TASK PROMPT
Copy out the whole listing exactly as written, leaving the pictures behind.

MATERIAL FOR THIS EXERCISE
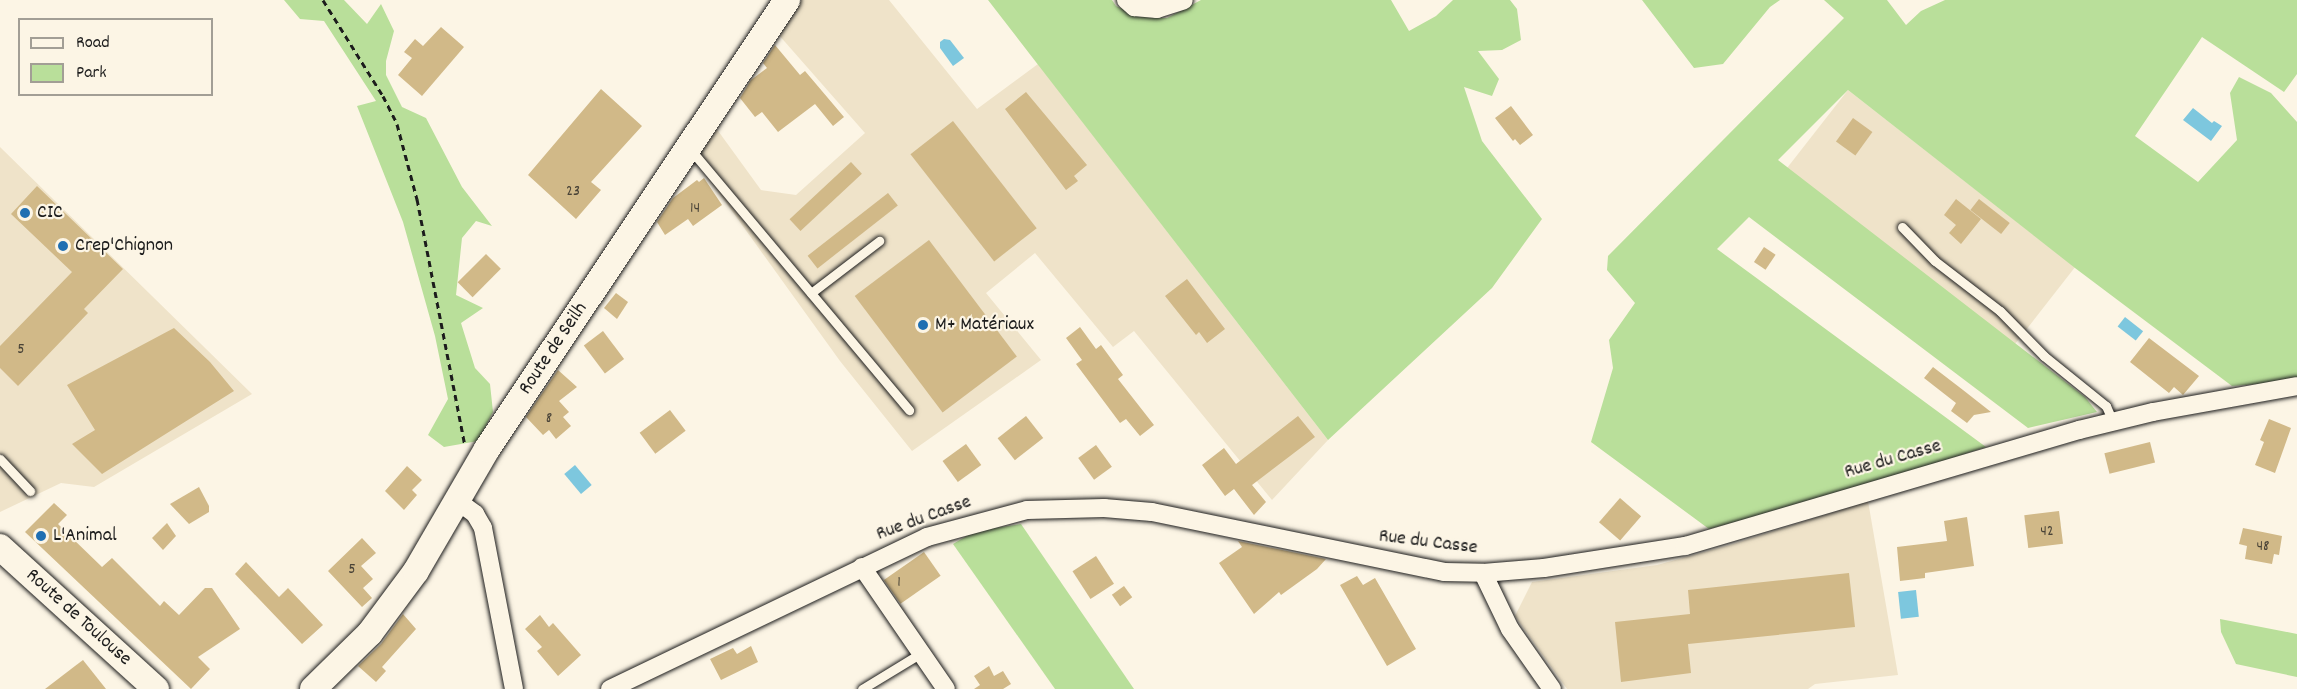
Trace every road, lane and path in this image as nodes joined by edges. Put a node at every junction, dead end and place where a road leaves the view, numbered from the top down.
1 (324, 0) edge
2 (787, 0) edge
3 (1125, 0) edge
4 (1184, 0) edge
5 (689, 148) junction
6 (1902, 227) dead end
7 (879, 241) dead end
8 (811, 293) junction
9 (2297, 386) edge
10 (909, 410) dead end
11 (2113, 422) junction
12 (0, 459) edge
13 (471, 475) junction
14 (30, 491) dead end
15 (456, 500) junction
16 (0, 547) edge
17 (0, 563) edge
18 (862, 567) junction
19 (1483, 573) junction
20 (921, 653) junction
21 (139, 689) edge
22 (313, 689) edge
23 (514, 689) edge
24 (610, 689) edge
25 (862, 689) edge
26 (946, 689) edge
27 (1551, 689) edge

1 - 13 path
2 - 5 street, Route de Seilh
3 - 4 street
5 - 8 lane
5 - 13 street, Route de Seilh
6 - 11 lane
7 - 8 lane
8 - 10 lane
9 - 11 street, Rue du Casse
11 - 19 street, Rue du Casse
12 - 14 lane
13 - 15 street, Route de Seilh
15 - 22 street, Route de Seilh
15 - 23 street
16 - 21 street, Route de Toulouse
17 - 21 street, Route de Toulouse
18 - 19 street, Rue du Casse
18 - 20 street
18 - 24 street, Rue du Casse
19 - 27 street
20 - 25 lane
20 - 26 street

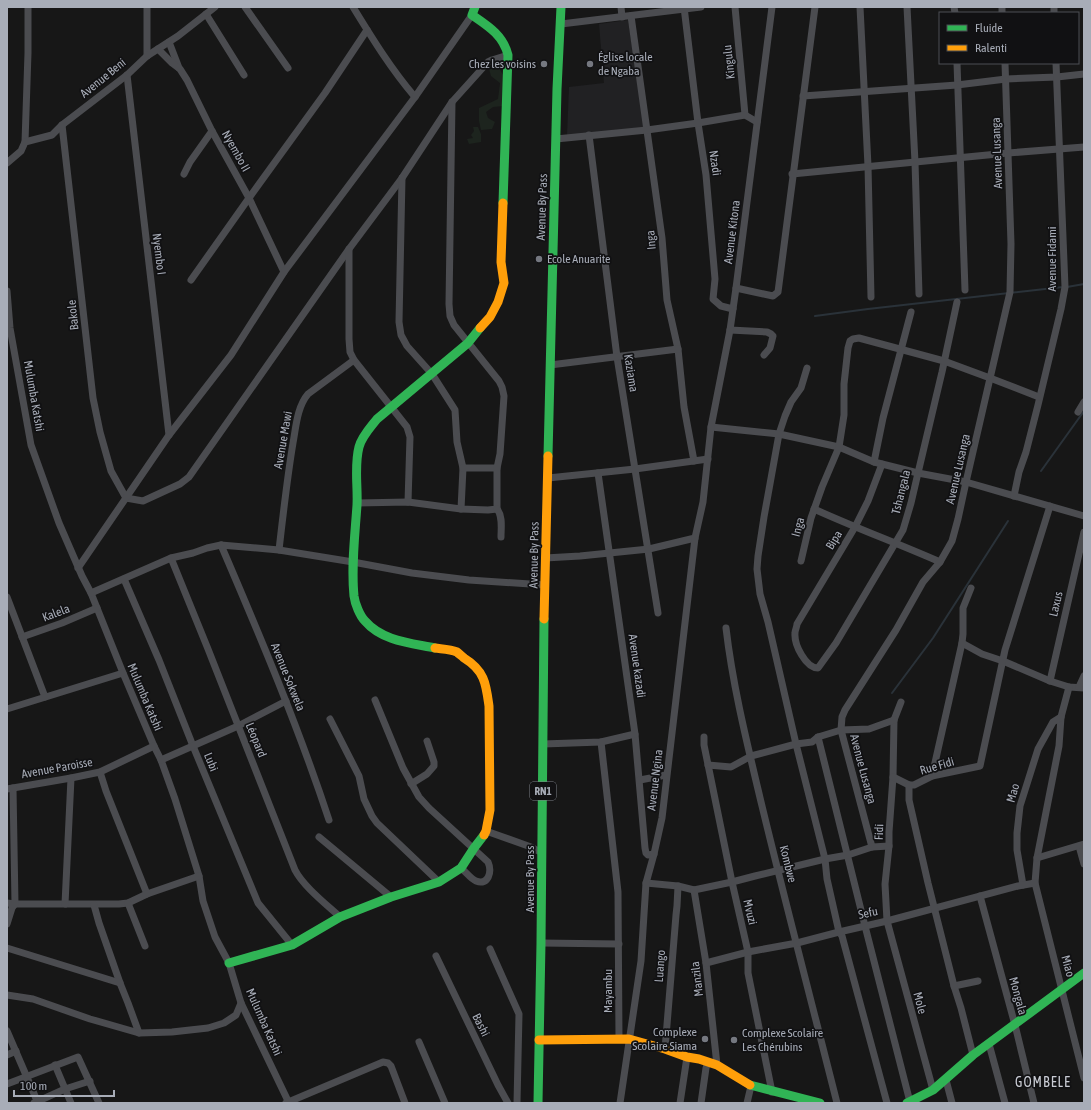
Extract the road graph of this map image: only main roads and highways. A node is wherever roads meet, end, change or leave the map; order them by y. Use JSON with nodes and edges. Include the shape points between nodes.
{"nodes":[{"id":1,"x":561,"y":7,"type":"edge"},
{"id":2,"x":474,"y":11,"type":"edge"},
{"id":3,"x":229,"y":963,"type":"road end"},
{"id":4,"x":1084,"y":973,"type":"edge"},
{"id":5,"x":540,"y":1040,"type":"junction"},
{"id":6,"x":814,"y":1102,"type":"edge"},
{"id":7,"x":909,"y":1102,"type":"edge"},
{"id":8,"x":538,"y":1103,"type":"edge"}],
"edges":[{"from":1,"to":5,"type":"main road","name":"Avenue By Pass","number":"RN1","via":[[545,558]]},
{"from":2,"to":3,"type":"main road","via":[[493,29],[508,55],[501,262],[504,283],[490,317],[468,343],[377,419],[365,433],[359,447],[356,467],[357,503],[353,562],[354,598],[364,620],[375,631],[397,640],[456,652],[476,667],[483,676],[489,714],[490,810],[486,831],[461,868],[439,882],[340,917],[292,944]]},
{"from":4,"to":7,"type":"main road","via":[[974,1055],[933,1090]]},
{"from":5,"to":6,"type":"main road","via":[[629,1039],[687,1057],[699,1058],[717,1065],[751,1086]]},
{"from":5,"to":8,"type":"main road","name":"Avenue By Pass","number":"RN1"}]}
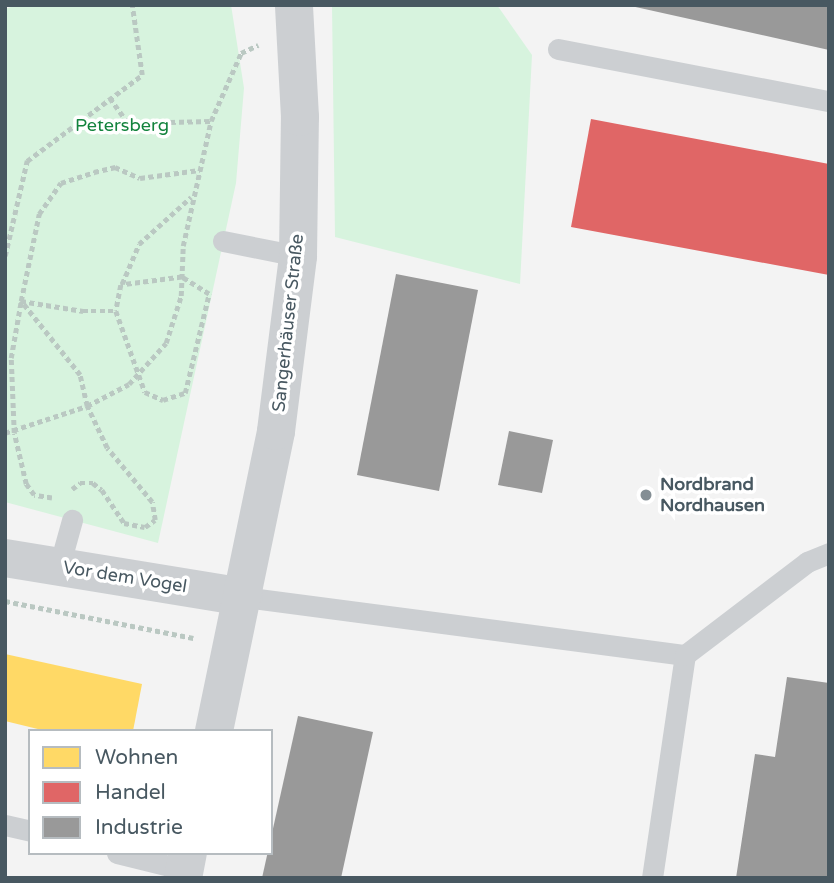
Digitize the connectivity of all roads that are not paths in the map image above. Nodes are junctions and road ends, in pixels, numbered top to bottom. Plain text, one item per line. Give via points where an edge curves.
1 (295, 15) edge
2 (558, 49) dead end
3 (829, 101) edge
4 (223, 241) dead end
5 (298, 256) junction
6 (72, 520) dead end
7 (829, 554) edge
8 (5, 558) edge
9 (59, 566) junction
10 (244, 597) junction
11 (685, 655) junction
12 (214, 729) edge
13 (5, 825) edge
14 (28, 831) edge
15 (127, 855) edge
16 (185, 867) edge
17 (652, 878) edge

1 - 5 street, Sangerhäuser Straße
2 - 3 lane
4 - 5 lane
5 - 10 street, Sangerhäuser Straße via 276,431
6 - 9 lane
7 - 11 lane via 807,562
8 - 9 street, Vor dem Vogel
9 - 10 street, Vor dem Vogel
10 - 11 lane
10 - 12 street, Sangerhäuser Straße
11 - 17 lane
13 - 14 lane
15 - 16 lane

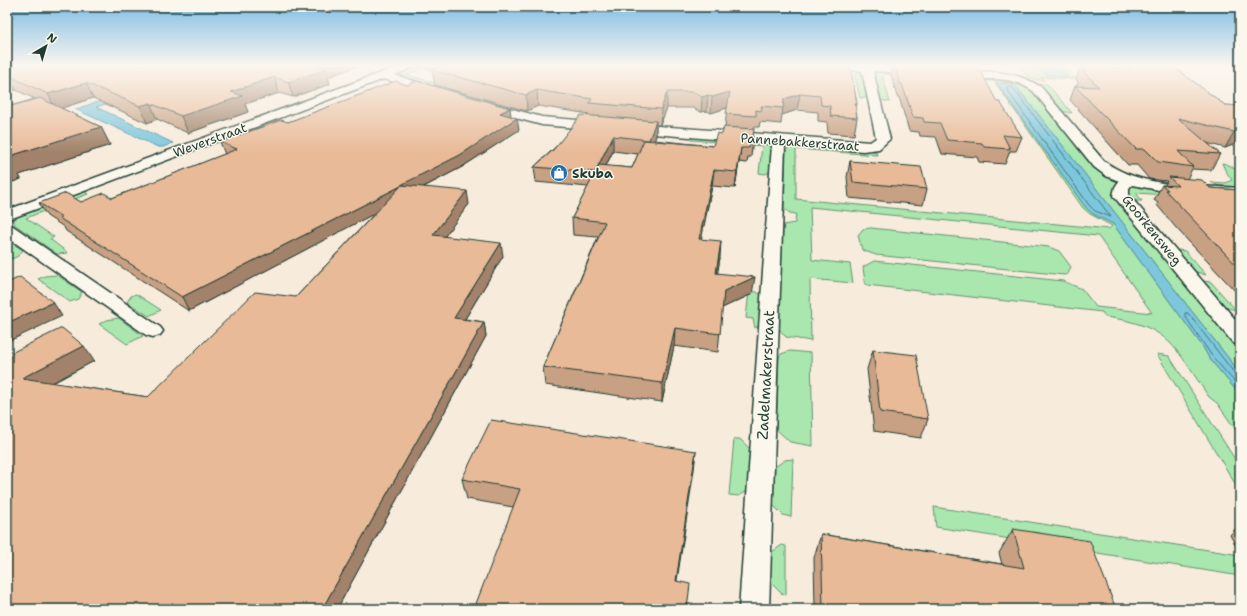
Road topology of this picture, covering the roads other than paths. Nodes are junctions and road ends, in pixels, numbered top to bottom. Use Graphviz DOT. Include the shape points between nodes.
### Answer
graph roads {
  1 [pos="337,94"];
  2 [pos="872,94"];
  3 [pos="1041,94"];
  4 [pos="475,103"];
  5 [pos="779,140"];
  6 [pos="1130,180"];
  7 [pos="1240,192"];
  8 [pos="7,215"];
  9 [pos="7,229"];
  10 [pos="153,331"];
  11 [pos="1240,338"];
  12 [pos="754,609"];
  1 -- 8 [label="street, Weverstraat"];
  2 -- 5 [label="street, Pannebakkerstraat" via="883,139 874,146"];
  3 -- 6 [label="street, Goorkensweg" via="1099,164 1111,173"];
  4 -- 5 [label="street, Pannebakkerstraat" via="542,121"];
  5 -- 12 [label="street, Zadelmakerstraat"];
  6 -- 7 [label="street" via="1164,187"];
  6 -- 11 [label="street, Goorkensweg" via="1122,187 1122,196"];
  9 -- 10 [label="street"];
}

FINISHED TASK
Trace every road, lane and path in this image as nodes joined by edges. Put a node at every junction, dead end and place where a road leaves the view, numbered from the top down.
1 (324, 0) edge
2 (787, 0) edge
3 (1125, 0) edge
4 (1184, 0) edge
5 (689, 148) junction
6 (1902, 227) dead end
7 (879, 241) dead end
8 (811, 293) junction
9 (2297, 386) edge
10 (909, 410) dead end
11 (2113, 422) junction
12 (0, 459) edge
13 (471, 475) junction
14 (30, 491) dead end
15 (456, 500) junction
16 (0, 547) edge
17 (0, 563) edge
18 (862, 567) junction
19 (1483, 573) junction
20 (921, 653) junction
21 (139, 689) edge
22 (313, 689) edge
23 (514, 689) edge
24 (610, 689) edge
25 (862, 689) edge
26 (946, 689) edge
27 (1551, 689) edge

1 - 13 path
2 - 5 street, Route de Seilh
3 - 4 street
5 - 8 lane
5 - 13 street, Route de Seilh
6 - 11 lane
7 - 8 lane
8 - 10 lane
9 - 11 street, Rue du Casse
11 - 19 street, Rue du Casse
12 - 14 lane
13 - 15 street, Route de Seilh
15 - 22 street, Route de Seilh
15 - 23 street
16 - 21 street, Route de Toulouse
17 - 21 street, Route de Toulouse
18 - 19 street, Rue du Casse
18 - 20 street
18 - 24 street, Rue du Casse
19 - 27 street
20 - 25 lane
20 - 26 street

Extract the road graph of this map image: only main roads and highways. A node is wherever roads meet, end, change or leave the map; order them by y. Use JSON with nodes and edges. Include the shape points between nodes.
{"nodes":[{"id":1,"x":561,"y":7,"type":"edge"},
{"id":2,"x":474,"y":11,"type":"edge"},
{"id":3,"x":229,"y":963,"type":"road end"},
{"id":4,"x":1084,"y":973,"type":"edge"},
{"id":5,"x":540,"y":1040,"type":"junction"},
{"id":6,"x":814,"y":1102,"type":"edge"},
{"id":7,"x":909,"y":1102,"type":"edge"},
{"id":8,"x":538,"y":1103,"type":"edge"}],
"edges":[{"from":1,"to":5,"type":"main road","name":"Avenue By Pass","number":"RN1","via":[[545,558]]},
{"from":2,"to":3,"type":"main road","via":[[493,29],[508,55],[501,262],[504,283],[490,317],[468,343],[377,419],[365,433],[359,447],[356,467],[357,503],[353,562],[354,598],[364,620],[375,631],[397,640],[456,652],[476,667],[483,676],[489,714],[490,810],[486,831],[461,868],[439,882],[340,917],[292,944]]},
{"from":4,"to":7,"type":"main road","via":[[974,1055],[933,1090]]},
{"from":5,"to":6,"type":"main road","via":[[629,1039],[687,1057],[699,1058],[717,1065],[751,1086]]},
{"from":5,"to":8,"type":"main road","name":"Avenue By Pass","number":"RN1"}]}
Digitize the connectivity of all roads that are not paths in the map image above. Nodes are junctions and road ends, in pixels, numbered top to bottom. Plain text, one item per line. Give via points where an edge curves.
1 (295, 15) edge
2 (558, 49) dead end
3 (829, 101) edge
4 (223, 241) dead end
5 (298, 256) junction
6 (72, 520) dead end
7 (829, 554) edge
8 (5, 558) edge
9 (59, 566) junction
10 (244, 597) junction
11 (685, 655) junction
12 (214, 729) edge
13 (5, 825) edge
14 (28, 831) edge
15 (127, 855) edge
16 (185, 867) edge
17 (652, 878) edge

1 - 5 street, Sangerhäuser Straße
2 - 3 lane
4 - 5 lane
5 - 10 street, Sangerhäuser Straße via 276,431
6 - 9 lane
7 - 11 lane via 807,562
8 - 9 street, Vor dem Vogel
9 - 10 street, Vor dem Vogel
10 - 11 lane
10 - 12 street, Sangerhäuser Straße
11 - 17 lane
13 - 14 lane
15 - 16 lane

Road topology of this picture, covering the roads other than paths. Nodes are junctions and road ends, in pixels, numbered top to bottom. Use Graphviz DOT. Include the shape points between nodes.
### Answer
graph roads {
  1 [pos="337,94"];
  2 [pos="872,94"];
  3 [pos="1041,94"];
  4 [pos="475,103"];
  5 [pos="779,140"];
  6 [pos="1130,180"];
  7 [pos="1240,192"];
  8 [pos="7,215"];
  9 [pos="7,229"];
  10 [pos="153,331"];
  11 [pos="1240,338"];
  12 [pos="754,609"];
  1 -- 8 [label="street, Weverstraat"];
  2 -- 5 [label="street, Pannebakkerstraat" via="883,139 874,146"];
  3 -- 6 [label="street, Goorkensweg" via="1099,164 1111,173"];
  4 -- 5 [label="street, Pannebakkerstraat" via="542,121"];
  5 -- 12 [label="street, Zadelmakerstraat"];
  6 -- 7 [label="street" via="1164,187"];
  6 -- 11 [label="street, Goorkensweg" via="1122,187 1122,196"];
  9 -- 10 [label="street"];
}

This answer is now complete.